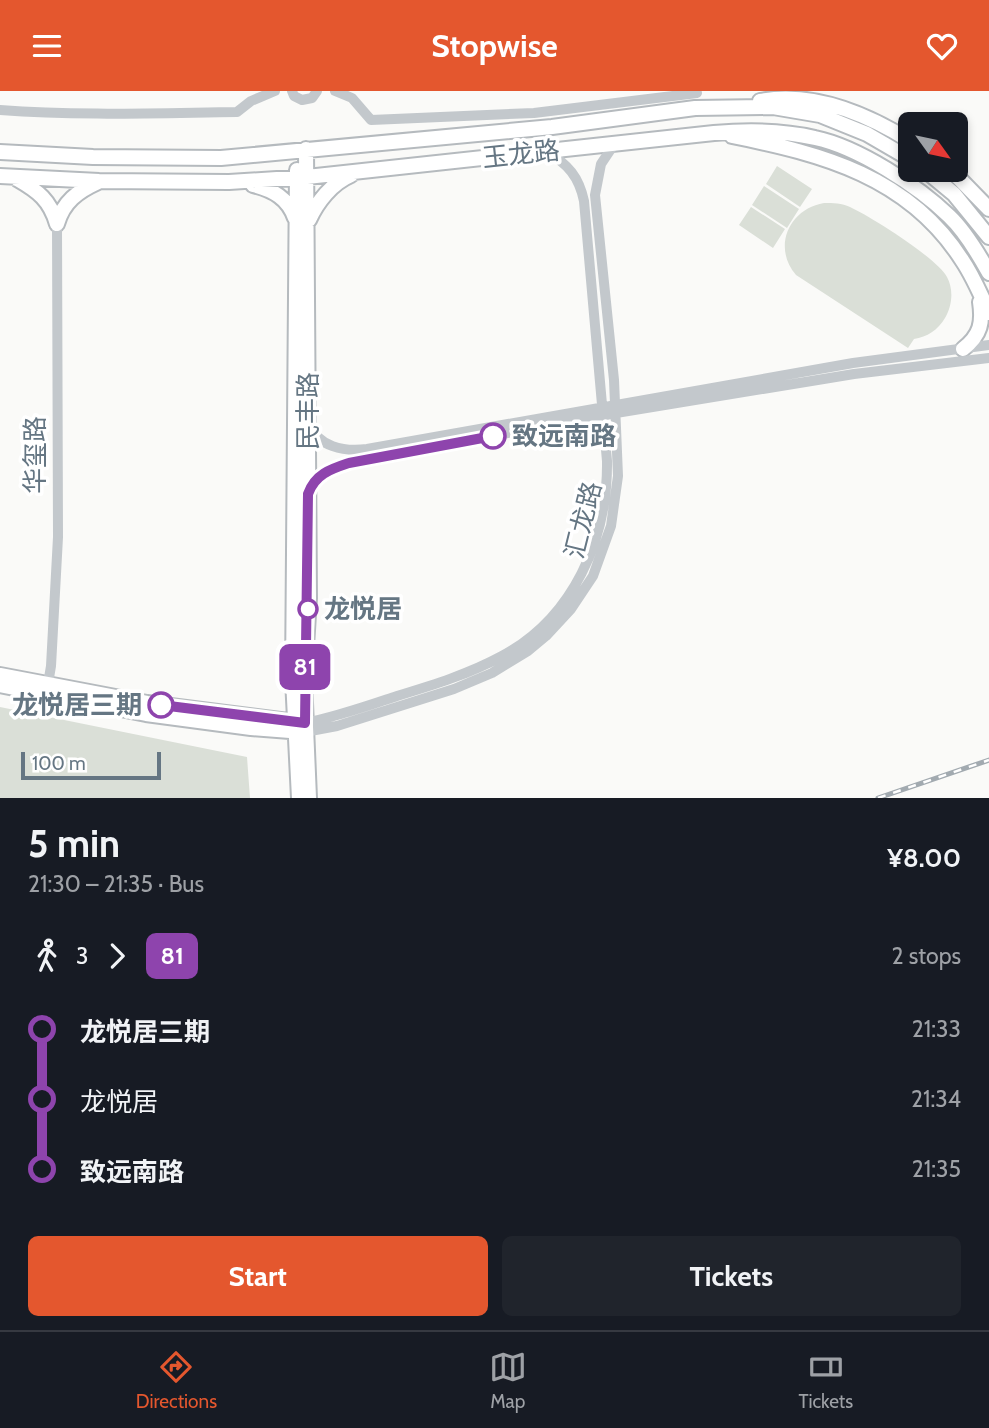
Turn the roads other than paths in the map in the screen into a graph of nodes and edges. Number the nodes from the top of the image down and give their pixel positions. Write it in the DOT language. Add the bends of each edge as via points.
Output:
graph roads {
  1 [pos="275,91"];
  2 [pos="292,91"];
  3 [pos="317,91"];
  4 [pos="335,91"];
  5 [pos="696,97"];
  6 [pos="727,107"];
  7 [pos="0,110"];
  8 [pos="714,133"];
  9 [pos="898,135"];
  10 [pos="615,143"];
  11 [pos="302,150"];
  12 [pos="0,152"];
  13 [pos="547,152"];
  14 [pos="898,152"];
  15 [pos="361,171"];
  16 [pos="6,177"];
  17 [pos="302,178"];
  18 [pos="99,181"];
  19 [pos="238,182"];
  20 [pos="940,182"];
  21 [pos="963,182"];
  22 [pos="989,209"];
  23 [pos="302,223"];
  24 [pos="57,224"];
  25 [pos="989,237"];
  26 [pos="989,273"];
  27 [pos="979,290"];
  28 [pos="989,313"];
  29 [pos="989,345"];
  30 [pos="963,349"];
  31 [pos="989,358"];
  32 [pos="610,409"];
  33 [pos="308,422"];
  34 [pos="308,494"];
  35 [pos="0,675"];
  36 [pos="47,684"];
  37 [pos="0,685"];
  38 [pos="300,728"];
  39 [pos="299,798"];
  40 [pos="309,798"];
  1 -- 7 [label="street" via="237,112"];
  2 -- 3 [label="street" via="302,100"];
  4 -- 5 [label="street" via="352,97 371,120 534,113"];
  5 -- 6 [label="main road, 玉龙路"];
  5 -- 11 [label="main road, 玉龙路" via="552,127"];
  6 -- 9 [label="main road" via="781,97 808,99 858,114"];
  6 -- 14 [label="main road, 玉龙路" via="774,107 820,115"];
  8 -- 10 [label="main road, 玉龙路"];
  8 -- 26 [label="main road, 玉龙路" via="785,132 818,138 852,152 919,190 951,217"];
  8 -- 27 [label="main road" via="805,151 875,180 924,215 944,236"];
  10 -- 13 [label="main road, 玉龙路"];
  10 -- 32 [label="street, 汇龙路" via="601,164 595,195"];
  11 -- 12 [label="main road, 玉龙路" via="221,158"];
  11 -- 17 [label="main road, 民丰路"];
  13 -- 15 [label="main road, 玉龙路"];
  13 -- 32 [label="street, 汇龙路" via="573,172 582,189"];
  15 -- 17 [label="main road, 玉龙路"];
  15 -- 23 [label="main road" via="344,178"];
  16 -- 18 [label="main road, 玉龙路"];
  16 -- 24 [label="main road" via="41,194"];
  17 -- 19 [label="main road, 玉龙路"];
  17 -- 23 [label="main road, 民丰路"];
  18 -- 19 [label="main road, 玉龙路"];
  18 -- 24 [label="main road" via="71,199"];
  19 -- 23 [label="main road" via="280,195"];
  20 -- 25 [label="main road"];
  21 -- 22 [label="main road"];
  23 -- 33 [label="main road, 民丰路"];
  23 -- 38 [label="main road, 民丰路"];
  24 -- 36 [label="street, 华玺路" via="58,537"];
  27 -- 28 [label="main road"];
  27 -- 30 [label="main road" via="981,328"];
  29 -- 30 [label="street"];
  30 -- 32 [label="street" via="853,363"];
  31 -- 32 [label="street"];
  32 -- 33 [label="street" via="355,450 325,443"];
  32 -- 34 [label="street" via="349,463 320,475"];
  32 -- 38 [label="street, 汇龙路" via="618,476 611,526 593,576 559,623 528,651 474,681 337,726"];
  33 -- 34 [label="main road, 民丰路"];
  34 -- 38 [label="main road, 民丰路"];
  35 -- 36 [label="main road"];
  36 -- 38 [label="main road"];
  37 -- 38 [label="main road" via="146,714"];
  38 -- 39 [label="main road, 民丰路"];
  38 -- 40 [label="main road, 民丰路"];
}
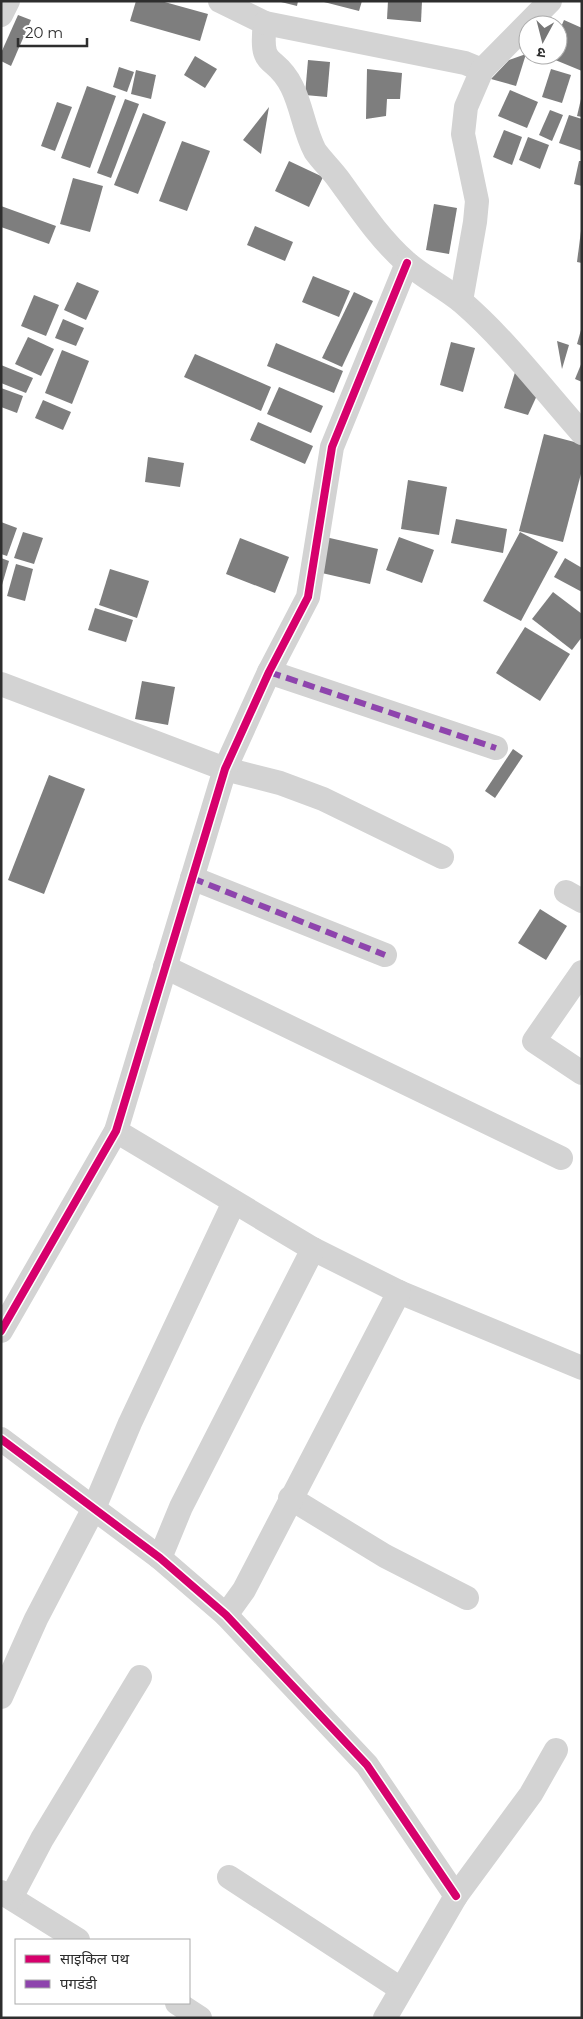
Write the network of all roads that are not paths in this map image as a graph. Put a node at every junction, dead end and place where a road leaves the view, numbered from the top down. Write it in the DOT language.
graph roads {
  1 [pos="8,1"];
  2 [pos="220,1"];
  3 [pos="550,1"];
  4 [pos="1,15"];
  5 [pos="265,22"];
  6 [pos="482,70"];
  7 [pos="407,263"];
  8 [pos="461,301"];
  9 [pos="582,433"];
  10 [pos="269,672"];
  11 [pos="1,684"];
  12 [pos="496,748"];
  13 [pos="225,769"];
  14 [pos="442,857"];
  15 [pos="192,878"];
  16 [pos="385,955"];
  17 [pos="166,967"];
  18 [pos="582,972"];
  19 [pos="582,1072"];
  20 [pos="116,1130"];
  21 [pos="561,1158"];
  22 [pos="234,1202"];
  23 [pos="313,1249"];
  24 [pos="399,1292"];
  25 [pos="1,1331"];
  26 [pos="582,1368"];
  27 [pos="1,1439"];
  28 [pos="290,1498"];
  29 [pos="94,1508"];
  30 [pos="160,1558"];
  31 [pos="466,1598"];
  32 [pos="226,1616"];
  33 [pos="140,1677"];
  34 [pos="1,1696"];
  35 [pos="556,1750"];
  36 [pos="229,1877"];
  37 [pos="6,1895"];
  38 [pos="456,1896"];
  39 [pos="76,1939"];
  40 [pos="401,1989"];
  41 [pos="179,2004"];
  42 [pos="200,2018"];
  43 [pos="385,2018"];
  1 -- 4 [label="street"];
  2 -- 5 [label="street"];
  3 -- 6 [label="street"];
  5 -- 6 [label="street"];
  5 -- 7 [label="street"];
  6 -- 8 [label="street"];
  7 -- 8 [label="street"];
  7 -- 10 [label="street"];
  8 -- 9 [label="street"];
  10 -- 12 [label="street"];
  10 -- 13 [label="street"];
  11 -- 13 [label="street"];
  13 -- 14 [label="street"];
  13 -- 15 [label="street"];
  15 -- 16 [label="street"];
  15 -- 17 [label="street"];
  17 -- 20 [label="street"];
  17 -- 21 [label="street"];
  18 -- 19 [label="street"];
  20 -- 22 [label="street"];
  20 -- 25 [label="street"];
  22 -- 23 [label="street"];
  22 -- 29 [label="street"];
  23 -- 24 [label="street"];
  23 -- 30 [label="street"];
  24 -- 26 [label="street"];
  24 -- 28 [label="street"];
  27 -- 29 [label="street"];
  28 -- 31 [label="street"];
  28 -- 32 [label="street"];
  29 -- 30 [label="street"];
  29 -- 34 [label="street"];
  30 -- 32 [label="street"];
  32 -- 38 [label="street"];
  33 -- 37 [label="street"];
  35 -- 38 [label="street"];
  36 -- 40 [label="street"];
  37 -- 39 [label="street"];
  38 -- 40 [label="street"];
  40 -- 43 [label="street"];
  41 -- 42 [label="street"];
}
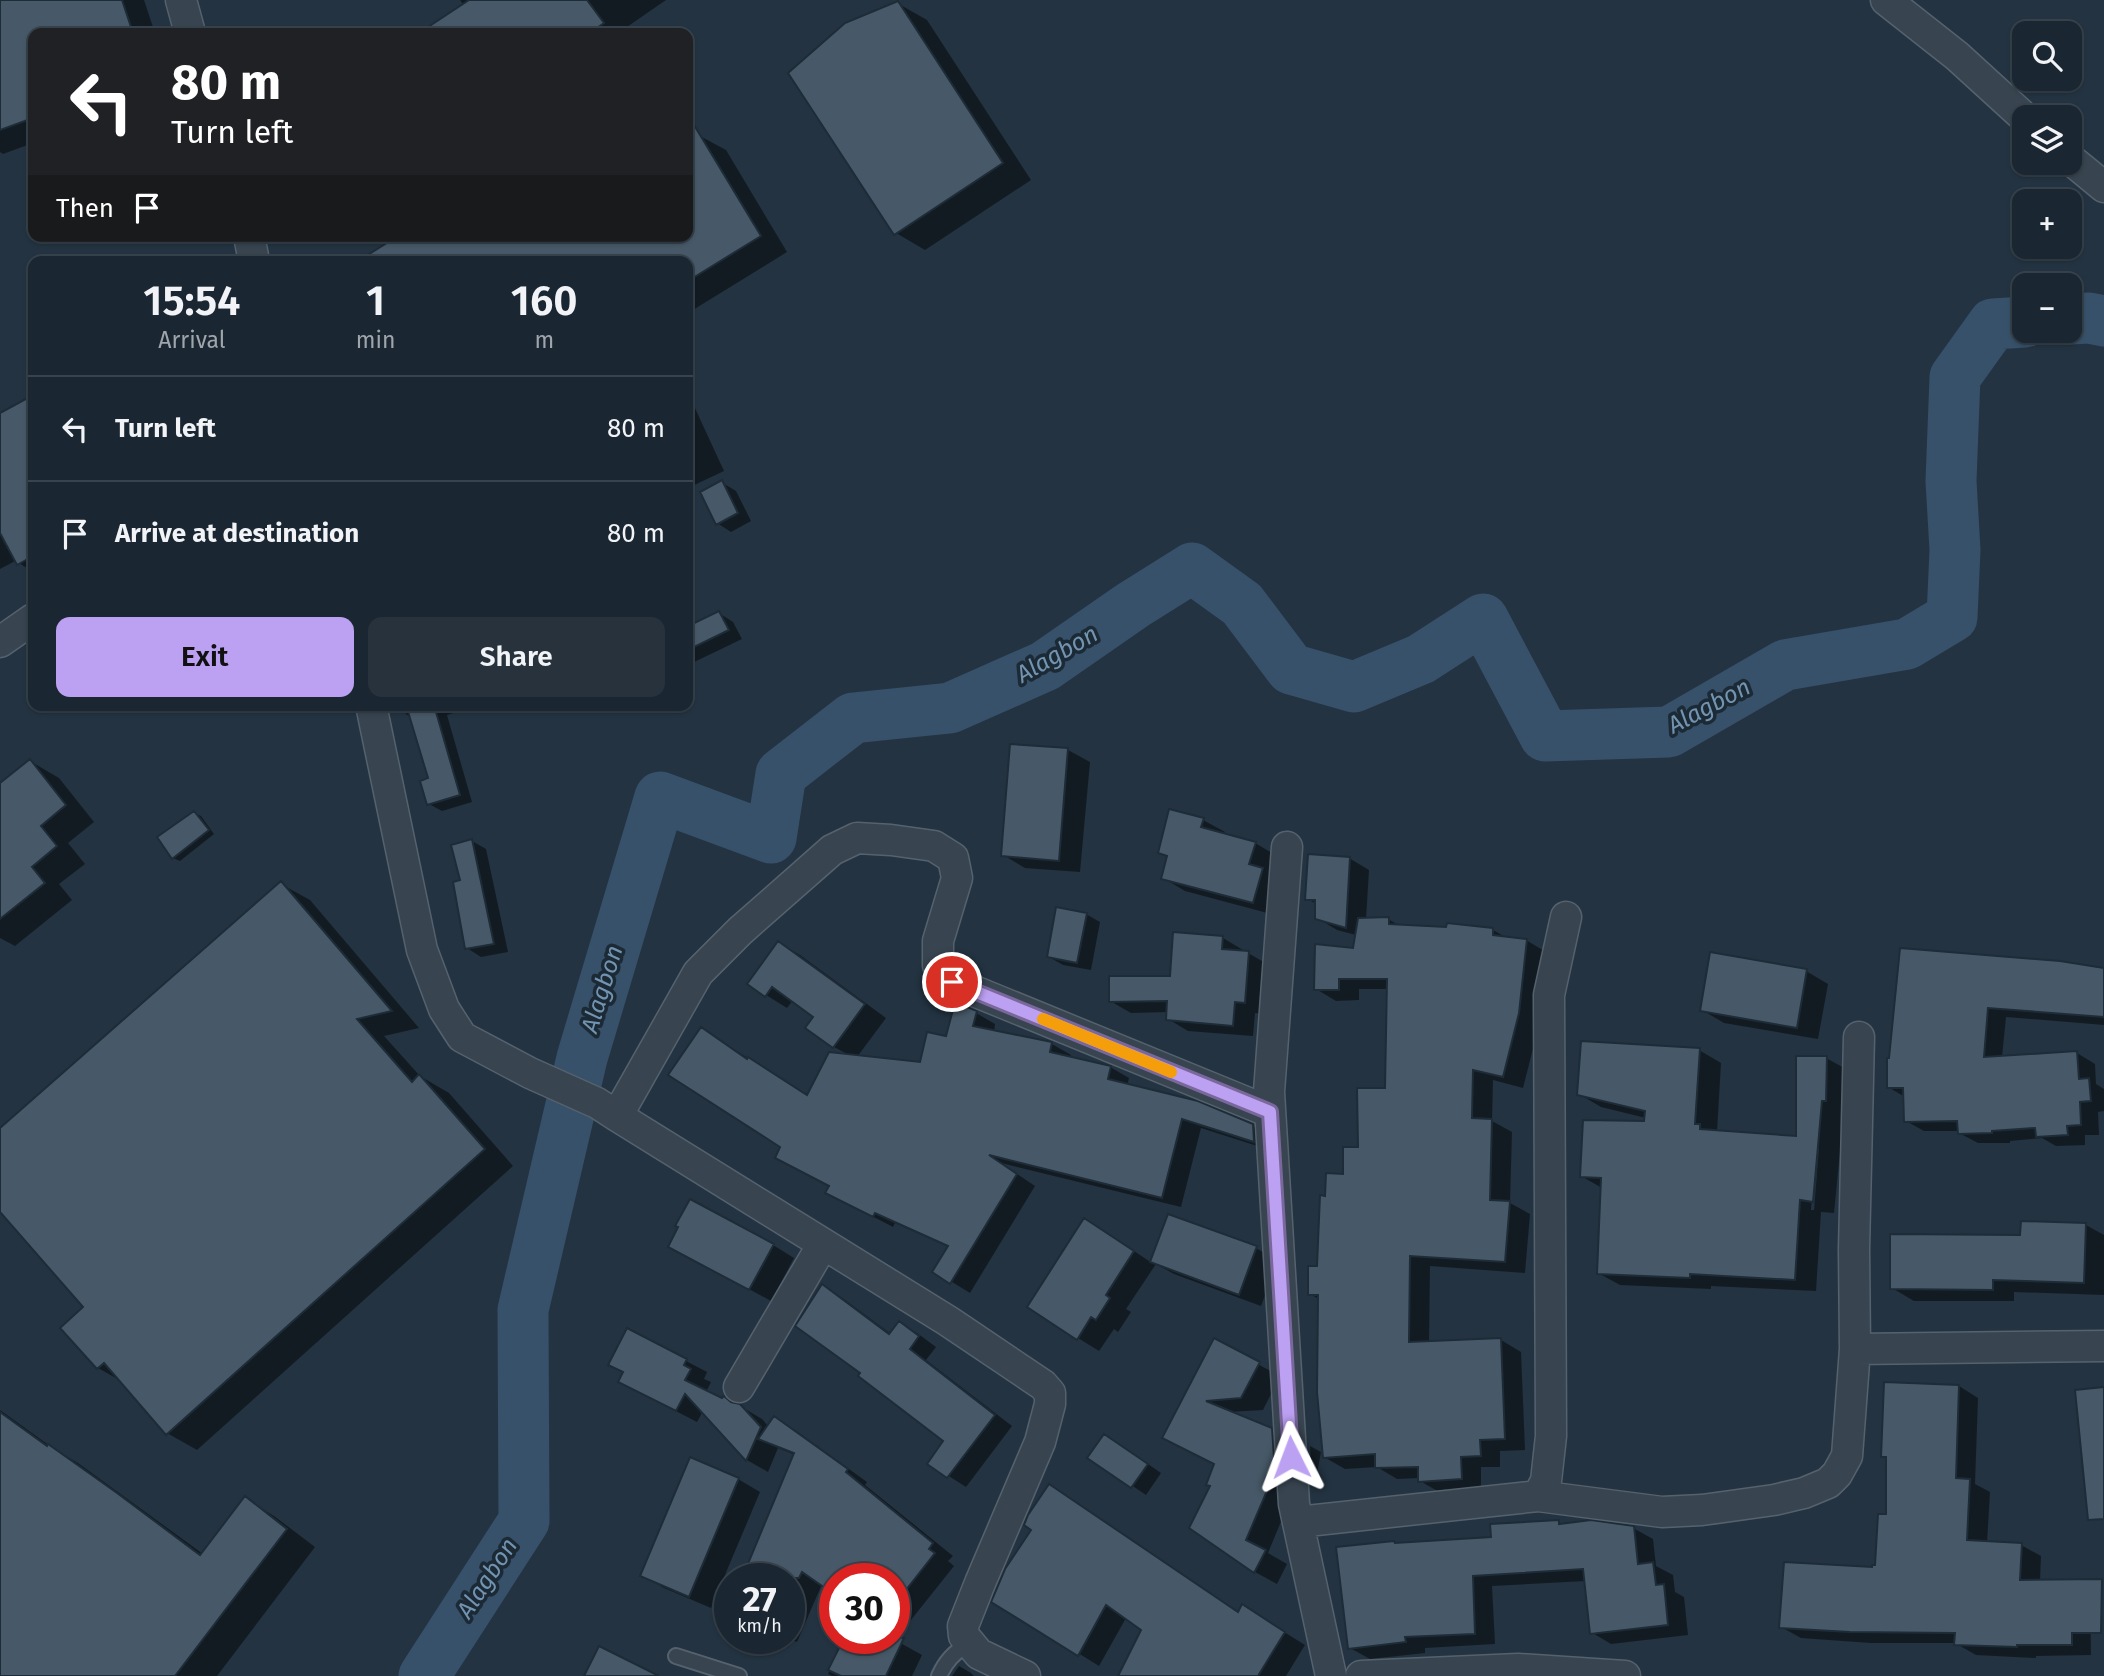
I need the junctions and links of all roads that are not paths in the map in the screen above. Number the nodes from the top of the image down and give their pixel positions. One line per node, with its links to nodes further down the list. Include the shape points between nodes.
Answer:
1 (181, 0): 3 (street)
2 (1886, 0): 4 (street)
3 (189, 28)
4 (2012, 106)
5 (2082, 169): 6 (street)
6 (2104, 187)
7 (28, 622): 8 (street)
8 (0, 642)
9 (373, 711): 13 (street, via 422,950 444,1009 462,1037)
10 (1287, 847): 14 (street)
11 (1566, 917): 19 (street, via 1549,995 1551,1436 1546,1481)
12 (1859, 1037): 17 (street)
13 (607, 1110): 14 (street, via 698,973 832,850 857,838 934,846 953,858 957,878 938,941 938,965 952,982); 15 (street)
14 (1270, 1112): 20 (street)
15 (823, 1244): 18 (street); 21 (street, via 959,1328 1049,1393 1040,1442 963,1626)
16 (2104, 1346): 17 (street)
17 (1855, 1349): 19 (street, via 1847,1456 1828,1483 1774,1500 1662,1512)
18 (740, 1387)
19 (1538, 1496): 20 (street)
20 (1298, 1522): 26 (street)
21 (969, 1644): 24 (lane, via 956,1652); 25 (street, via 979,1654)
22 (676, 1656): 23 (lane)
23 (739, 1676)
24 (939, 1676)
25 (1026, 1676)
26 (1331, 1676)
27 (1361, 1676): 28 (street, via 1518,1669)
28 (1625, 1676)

================================

Your instructions:
Exactly repeat the lines from the line that contains "I need the junctions" to the end of the entries, both included, and leave out all other lines.

Result for this exercise:
I need the junctions and links of all roads that are not paths in the map in the screen above. Number the nodes from the top of the image down and give their pixel positions. One line per node, with its links to nodes further down the list. Include the shape points between nodes.
Answer:
1 (181, 0): 3 (street)
2 (1886, 0): 4 (street)
3 (189, 28)
4 (2012, 106)
5 (2082, 169): 6 (street)
6 (2104, 187)
7 (28, 622): 8 (street)
8 (0, 642)
9 (373, 711): 13 (street, via 422,950 444,1009 462,1037)
10 (1287, 847): 14 (street)
11 (1566, 917): 19 (street, via 1549,995 1551,1436 1546,1481)
12 (1859, 1037): 17 (street)
13 (607, 1110): 14 (street, via 698,973 832,850 857,838 934,846 953,858 957,878 938,941 938,965 952,982); 15 (street)
14 (1270, 1112): 20 (street)
15 (823, 1244): 18 (street); 21 (street, via 959,1328 1049,1393 1040,1442 963,1626)
16 (2104, 1346): 17 (street)
17 (1855, 1349): 19 (street, via 1847,1456 1828,1483 1774,1500 1662,1512)
18 (740, 1387)
19 (1538, 1496): 20 (street)
20 (1298, 1522): 26 (street)
21 (969, 1644): 24 (lane, via 956,1652); 25 (street, via 979,1654)
22 (676, 1656): 23 (lane)
23 (739, 1676)
24 (939, 1676)
25 (1026, 1676)
26 (1331, 1676)
27 (1361, 1676): 28 (street, via 1518,1669)
28 (1625, 1676)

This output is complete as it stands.